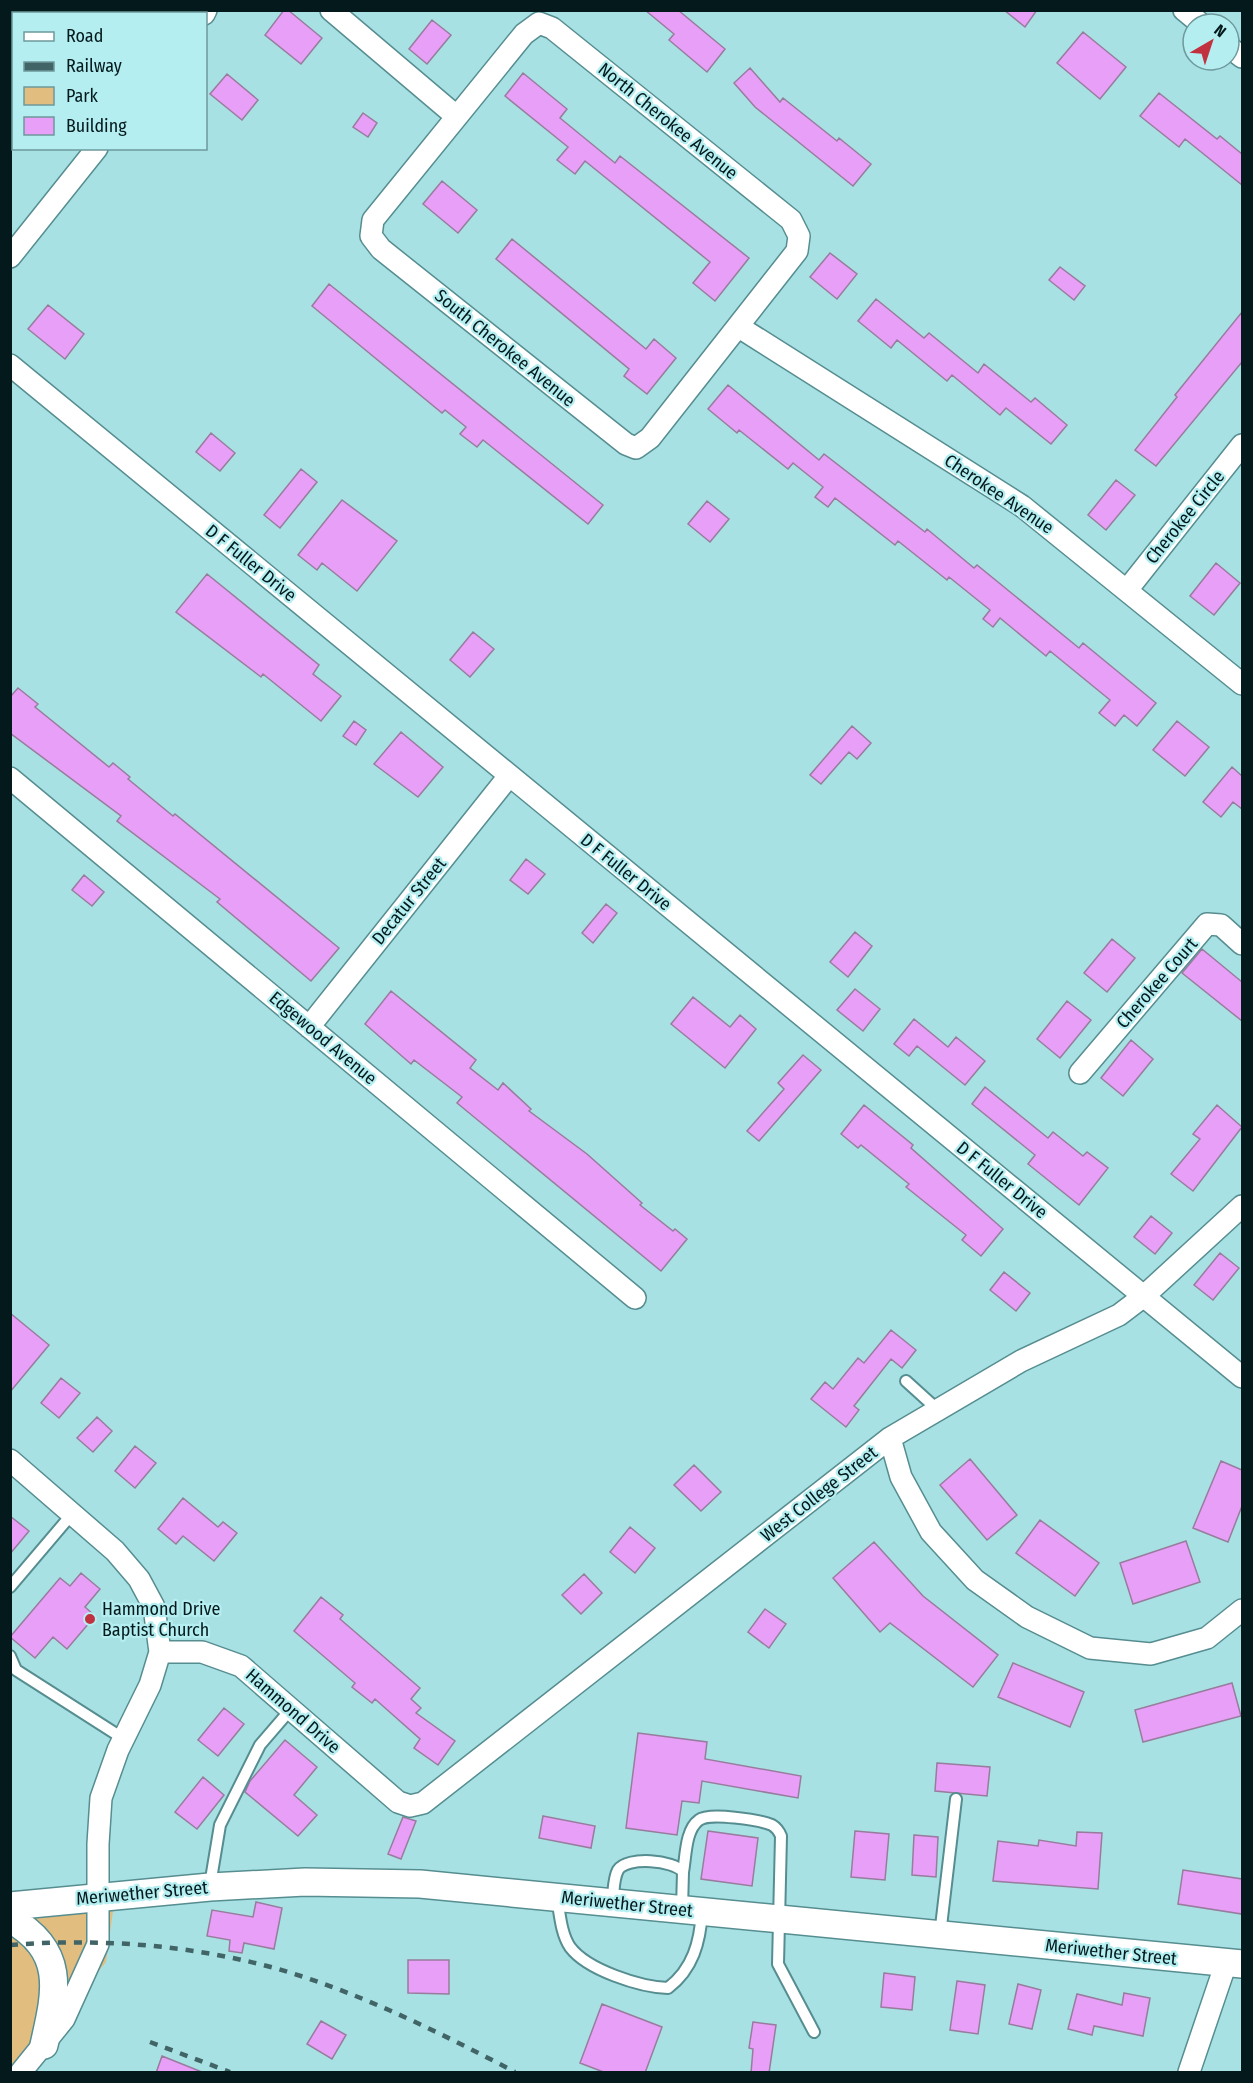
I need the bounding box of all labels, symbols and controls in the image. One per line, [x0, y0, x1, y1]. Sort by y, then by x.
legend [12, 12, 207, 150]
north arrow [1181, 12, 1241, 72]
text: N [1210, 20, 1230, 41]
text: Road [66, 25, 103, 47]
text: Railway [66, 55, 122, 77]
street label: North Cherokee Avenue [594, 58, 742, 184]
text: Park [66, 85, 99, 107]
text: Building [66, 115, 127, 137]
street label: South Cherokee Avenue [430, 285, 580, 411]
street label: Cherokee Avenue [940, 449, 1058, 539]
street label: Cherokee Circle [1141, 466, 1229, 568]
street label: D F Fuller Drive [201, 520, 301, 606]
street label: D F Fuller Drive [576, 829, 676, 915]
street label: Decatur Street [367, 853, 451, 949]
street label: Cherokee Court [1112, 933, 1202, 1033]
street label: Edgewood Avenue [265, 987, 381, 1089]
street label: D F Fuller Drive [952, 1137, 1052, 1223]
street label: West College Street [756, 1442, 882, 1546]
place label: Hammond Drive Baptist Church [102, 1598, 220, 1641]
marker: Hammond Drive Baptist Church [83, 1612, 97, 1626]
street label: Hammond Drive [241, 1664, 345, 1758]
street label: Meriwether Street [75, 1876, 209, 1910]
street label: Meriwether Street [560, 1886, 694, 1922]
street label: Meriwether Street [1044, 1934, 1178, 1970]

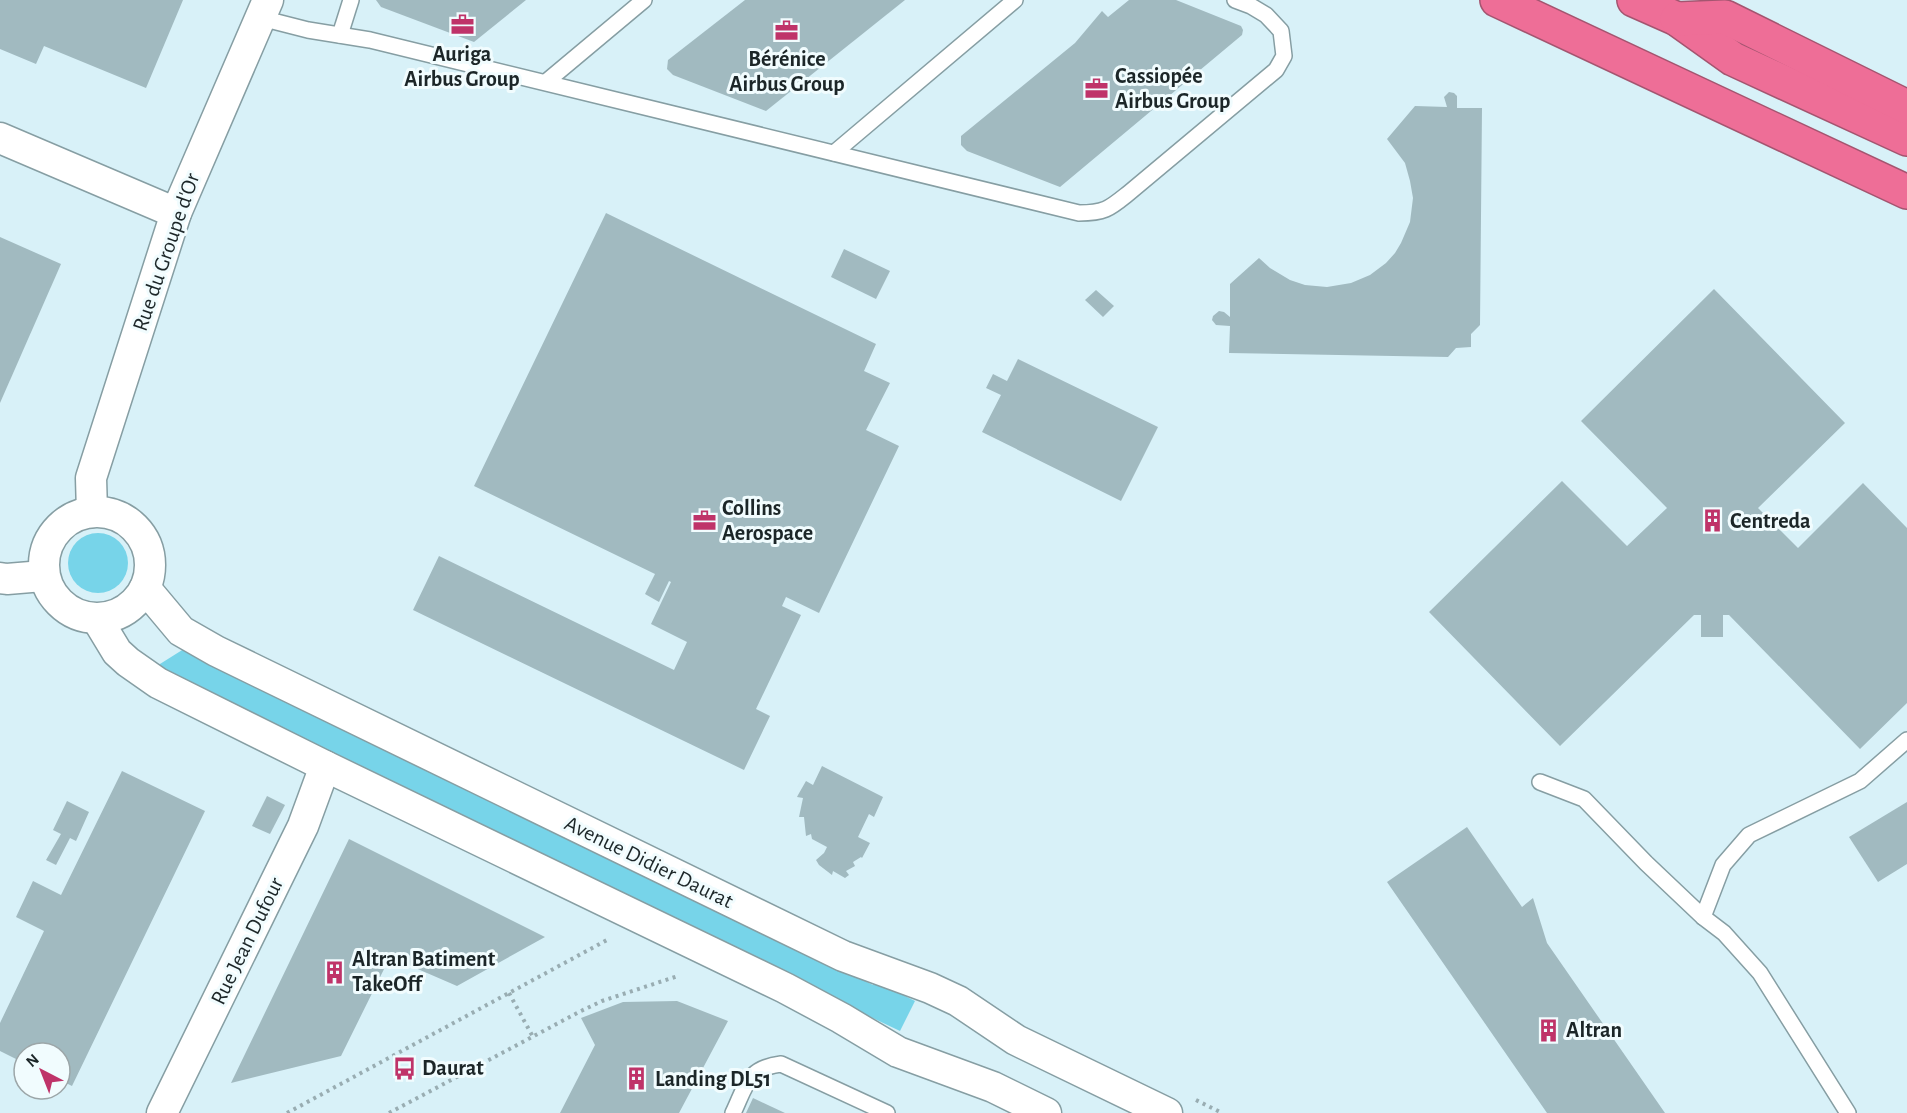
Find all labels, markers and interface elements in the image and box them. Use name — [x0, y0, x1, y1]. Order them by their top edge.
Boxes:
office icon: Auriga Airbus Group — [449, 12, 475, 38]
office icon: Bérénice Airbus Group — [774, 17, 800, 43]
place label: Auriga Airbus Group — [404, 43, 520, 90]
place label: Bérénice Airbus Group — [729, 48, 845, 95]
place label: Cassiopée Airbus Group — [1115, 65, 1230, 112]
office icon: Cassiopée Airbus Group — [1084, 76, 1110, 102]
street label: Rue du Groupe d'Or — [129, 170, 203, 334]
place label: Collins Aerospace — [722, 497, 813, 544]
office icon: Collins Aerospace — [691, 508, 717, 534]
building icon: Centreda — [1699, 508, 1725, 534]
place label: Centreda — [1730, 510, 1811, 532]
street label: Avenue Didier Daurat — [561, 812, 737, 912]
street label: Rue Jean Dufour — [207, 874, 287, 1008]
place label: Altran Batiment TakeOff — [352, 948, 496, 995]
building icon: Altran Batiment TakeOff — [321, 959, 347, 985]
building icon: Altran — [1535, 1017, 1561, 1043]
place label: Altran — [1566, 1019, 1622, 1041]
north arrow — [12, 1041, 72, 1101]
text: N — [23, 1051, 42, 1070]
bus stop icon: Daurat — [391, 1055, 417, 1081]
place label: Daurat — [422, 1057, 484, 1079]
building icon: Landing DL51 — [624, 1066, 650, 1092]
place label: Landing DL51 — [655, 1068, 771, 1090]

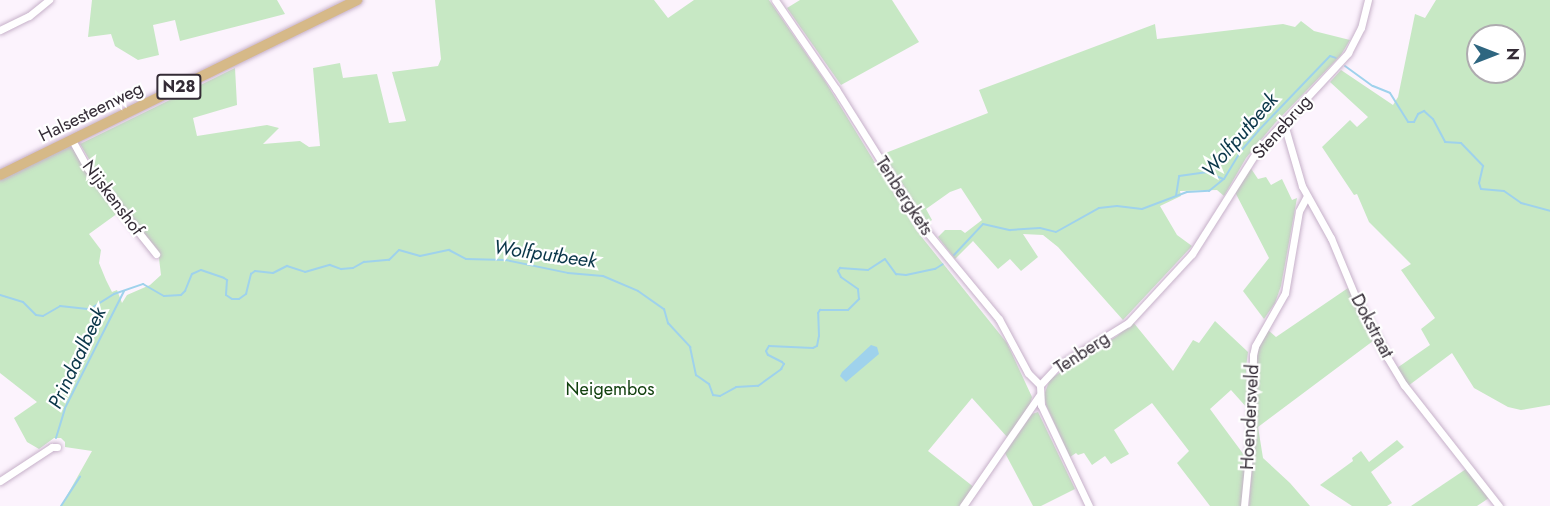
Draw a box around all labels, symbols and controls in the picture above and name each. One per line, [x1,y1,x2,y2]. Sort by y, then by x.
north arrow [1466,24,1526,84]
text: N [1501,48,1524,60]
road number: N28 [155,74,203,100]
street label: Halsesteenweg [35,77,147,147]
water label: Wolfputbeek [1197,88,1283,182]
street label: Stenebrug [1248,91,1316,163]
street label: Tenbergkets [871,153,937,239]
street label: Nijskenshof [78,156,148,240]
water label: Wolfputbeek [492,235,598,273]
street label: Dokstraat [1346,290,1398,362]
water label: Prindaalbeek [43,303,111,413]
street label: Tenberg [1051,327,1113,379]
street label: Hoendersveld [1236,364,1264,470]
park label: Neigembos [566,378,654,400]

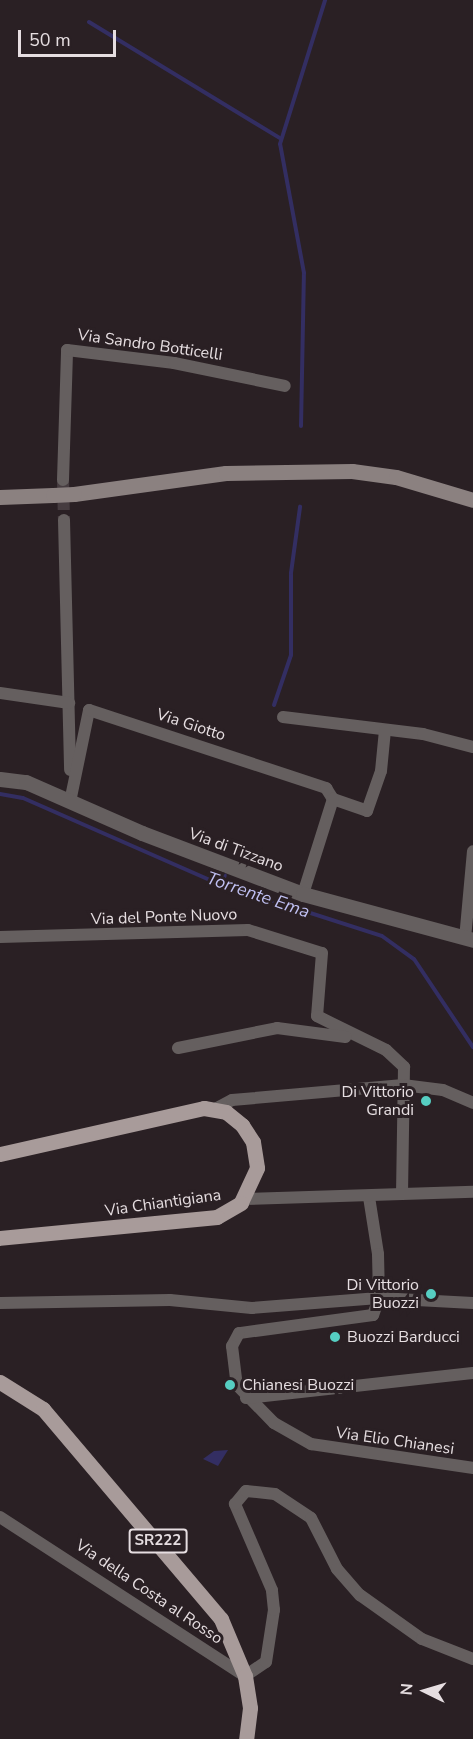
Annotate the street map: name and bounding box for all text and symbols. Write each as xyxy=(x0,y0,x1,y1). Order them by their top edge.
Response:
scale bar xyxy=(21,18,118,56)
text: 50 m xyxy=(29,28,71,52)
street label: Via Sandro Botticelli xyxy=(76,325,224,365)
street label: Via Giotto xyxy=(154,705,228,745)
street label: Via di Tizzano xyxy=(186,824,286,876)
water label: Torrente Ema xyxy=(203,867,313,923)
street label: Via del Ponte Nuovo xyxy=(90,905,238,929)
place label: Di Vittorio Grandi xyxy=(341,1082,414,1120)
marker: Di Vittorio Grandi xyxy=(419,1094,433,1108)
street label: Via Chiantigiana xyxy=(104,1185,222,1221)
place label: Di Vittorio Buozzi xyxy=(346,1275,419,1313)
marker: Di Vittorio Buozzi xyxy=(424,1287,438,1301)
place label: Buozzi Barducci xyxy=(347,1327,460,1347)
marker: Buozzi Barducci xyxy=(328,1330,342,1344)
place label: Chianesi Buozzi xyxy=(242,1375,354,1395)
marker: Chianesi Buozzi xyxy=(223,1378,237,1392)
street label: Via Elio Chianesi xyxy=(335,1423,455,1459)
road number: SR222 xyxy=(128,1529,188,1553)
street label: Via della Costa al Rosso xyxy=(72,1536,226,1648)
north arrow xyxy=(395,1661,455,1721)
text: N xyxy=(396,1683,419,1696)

####

## [Exercise description]
Working from the entries above, return all lines that contain "Vittorio".

## [Answer section]
place label: Di Vittorio Grandi xyxy=(341,1082,414,1120)
marker: Di Vittorio Grandi xyxy=(419,1094,433,1108)
place label: Di Vittorio Buozzi xyxy=(346,1275,419,1313)
marker: Di Vittorio Buozzi xyxy=(424,1287,438,1301)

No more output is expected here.